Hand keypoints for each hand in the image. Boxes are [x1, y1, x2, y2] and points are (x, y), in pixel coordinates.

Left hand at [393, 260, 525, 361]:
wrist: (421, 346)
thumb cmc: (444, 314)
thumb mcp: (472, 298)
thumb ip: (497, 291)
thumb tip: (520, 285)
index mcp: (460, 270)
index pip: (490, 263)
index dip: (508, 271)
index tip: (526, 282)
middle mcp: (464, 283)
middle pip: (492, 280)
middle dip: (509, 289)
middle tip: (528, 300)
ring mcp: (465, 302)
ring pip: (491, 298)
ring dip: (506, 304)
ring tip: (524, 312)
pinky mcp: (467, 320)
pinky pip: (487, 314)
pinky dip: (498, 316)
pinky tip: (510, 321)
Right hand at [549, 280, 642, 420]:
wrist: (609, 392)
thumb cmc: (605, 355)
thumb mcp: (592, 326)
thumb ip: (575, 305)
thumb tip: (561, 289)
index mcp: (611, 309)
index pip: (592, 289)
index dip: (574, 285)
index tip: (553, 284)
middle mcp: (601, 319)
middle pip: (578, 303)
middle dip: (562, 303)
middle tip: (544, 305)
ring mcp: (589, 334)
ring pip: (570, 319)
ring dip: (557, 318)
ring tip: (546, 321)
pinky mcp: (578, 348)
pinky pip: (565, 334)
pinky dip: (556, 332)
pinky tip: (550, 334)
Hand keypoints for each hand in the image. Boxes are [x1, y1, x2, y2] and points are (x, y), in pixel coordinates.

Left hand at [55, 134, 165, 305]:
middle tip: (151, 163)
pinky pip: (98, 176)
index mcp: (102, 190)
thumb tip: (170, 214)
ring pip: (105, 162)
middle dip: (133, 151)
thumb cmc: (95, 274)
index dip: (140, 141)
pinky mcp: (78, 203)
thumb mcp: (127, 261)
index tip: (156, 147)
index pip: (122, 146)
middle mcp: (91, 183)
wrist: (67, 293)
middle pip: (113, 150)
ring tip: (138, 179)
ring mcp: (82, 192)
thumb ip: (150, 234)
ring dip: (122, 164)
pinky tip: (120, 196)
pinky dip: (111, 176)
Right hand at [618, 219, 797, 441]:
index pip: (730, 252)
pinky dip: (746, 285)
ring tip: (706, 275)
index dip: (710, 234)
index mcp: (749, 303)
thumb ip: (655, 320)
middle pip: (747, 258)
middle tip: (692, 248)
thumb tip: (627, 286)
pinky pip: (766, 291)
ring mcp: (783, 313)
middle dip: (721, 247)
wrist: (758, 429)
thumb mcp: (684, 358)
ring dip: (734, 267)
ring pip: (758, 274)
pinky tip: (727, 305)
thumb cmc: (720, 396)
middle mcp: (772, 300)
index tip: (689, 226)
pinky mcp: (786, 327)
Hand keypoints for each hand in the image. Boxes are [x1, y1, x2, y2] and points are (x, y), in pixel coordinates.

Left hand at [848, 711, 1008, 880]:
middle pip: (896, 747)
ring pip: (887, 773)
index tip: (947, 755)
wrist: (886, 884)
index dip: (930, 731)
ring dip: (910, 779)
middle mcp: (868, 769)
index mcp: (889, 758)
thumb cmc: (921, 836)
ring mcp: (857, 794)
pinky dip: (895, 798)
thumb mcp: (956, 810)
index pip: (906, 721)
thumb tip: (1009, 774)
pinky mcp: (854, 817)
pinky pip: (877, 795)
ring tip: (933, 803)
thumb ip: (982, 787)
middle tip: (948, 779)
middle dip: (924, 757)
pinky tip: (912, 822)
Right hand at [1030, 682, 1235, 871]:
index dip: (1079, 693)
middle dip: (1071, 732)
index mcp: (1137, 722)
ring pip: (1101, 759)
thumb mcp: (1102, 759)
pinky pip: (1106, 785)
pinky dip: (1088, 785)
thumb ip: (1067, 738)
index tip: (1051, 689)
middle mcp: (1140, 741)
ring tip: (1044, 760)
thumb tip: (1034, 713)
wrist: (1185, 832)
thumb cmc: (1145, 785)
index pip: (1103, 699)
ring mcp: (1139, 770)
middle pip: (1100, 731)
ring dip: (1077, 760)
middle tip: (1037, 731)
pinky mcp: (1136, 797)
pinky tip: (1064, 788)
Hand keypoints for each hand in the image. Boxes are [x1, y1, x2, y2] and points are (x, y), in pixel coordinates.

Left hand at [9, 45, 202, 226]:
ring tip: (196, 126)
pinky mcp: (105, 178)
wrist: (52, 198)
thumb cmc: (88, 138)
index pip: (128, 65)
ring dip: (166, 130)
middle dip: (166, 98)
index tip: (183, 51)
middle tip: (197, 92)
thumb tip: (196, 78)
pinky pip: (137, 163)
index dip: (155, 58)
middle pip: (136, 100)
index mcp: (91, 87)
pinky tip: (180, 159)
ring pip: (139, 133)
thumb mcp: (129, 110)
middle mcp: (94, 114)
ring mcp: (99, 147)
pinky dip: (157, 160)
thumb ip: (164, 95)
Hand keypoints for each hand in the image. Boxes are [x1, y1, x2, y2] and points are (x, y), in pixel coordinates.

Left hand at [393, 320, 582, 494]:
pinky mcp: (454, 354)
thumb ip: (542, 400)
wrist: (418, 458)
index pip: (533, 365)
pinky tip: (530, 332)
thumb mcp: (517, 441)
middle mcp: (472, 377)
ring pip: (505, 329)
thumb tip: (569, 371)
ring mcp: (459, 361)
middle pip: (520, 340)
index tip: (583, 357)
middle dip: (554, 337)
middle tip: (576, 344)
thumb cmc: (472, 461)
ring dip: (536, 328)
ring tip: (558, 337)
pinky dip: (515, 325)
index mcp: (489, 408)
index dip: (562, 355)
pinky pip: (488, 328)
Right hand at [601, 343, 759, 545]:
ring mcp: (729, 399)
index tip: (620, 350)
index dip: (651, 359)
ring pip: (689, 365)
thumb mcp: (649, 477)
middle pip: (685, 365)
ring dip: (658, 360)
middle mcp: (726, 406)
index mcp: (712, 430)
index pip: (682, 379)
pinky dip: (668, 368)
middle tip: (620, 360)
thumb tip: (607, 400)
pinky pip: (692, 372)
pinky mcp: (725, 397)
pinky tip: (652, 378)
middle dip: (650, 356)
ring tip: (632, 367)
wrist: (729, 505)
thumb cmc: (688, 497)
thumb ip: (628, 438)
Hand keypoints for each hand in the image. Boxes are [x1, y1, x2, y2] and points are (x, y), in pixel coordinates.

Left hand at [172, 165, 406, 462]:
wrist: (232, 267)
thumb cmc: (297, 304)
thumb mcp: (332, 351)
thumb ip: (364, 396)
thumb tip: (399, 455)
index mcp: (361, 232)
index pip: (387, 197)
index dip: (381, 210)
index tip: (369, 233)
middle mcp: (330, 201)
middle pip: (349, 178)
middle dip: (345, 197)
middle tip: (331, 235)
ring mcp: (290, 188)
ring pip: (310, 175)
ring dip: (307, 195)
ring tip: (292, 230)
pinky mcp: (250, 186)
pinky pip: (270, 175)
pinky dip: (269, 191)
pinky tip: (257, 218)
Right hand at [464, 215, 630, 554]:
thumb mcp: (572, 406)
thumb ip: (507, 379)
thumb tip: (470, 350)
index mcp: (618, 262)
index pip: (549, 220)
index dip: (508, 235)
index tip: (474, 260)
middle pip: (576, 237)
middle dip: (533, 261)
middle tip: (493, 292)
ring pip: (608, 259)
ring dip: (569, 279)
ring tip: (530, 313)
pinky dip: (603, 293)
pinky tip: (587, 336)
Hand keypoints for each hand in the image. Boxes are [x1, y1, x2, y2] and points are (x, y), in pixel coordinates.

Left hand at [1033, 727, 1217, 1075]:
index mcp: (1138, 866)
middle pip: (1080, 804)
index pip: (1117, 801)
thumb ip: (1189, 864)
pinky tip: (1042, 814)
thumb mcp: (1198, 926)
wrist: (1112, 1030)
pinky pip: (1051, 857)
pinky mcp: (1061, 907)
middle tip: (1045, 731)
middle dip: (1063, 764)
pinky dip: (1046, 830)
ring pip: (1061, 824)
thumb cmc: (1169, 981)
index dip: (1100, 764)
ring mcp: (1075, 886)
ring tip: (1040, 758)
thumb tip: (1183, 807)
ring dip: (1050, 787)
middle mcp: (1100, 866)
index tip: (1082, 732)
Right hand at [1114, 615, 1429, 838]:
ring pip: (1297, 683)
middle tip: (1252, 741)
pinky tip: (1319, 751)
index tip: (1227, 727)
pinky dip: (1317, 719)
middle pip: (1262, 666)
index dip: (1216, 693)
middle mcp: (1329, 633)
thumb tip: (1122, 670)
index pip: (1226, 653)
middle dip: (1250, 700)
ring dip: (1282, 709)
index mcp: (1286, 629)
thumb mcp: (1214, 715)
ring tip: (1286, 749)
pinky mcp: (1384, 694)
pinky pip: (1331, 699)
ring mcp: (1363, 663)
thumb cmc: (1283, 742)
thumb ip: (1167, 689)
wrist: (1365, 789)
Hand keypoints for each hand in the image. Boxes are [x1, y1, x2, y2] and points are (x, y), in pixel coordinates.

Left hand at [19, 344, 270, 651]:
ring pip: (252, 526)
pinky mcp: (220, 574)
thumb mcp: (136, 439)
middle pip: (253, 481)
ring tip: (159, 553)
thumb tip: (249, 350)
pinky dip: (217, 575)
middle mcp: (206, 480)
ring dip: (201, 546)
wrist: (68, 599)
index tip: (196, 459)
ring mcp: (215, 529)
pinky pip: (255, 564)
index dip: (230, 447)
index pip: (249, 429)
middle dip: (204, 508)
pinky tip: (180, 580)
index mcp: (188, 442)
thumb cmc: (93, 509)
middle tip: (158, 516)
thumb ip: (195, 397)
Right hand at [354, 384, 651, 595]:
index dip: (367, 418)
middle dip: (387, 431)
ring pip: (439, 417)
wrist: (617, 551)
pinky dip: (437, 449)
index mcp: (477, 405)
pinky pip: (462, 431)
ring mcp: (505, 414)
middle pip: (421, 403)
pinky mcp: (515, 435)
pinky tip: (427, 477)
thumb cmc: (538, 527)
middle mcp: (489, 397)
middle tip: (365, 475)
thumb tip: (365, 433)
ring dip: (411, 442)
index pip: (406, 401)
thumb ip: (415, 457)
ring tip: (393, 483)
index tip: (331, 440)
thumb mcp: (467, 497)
━━━━━━
• [What you need to do] Starting from the line that contains "thumb ip: (195, 397)", transcribe each line to the end of the records above. Please add nothing.

• [Response to this task]
thumb ip: (195, 397)
Right hand at [354, 384, 651, 595]:
index dip: (367, 418)
middle dip: (387, 431)
ring pip: (439, 417)
wrist: (617, 551)
pinky dip: (437, 449)
index mcp: (477, 405)
pinky pip: (462, 431)
ring mcp: (505, 414)
middle pip: (421, 403)
pinky mcp: (515, 435)
pinky tip: (427, 477)
thumb cmc: (538, 527)
middle mcp: (489, 397)
middle tip: (365, 475)
thumb tip: (365, 433)
ring dip: (411, 442)
index pip: (406, 401)
thumb ip: (415, 457)
ring tip: (393, 483)
index tip: (331, 440)
thumb mcp: (467, 497)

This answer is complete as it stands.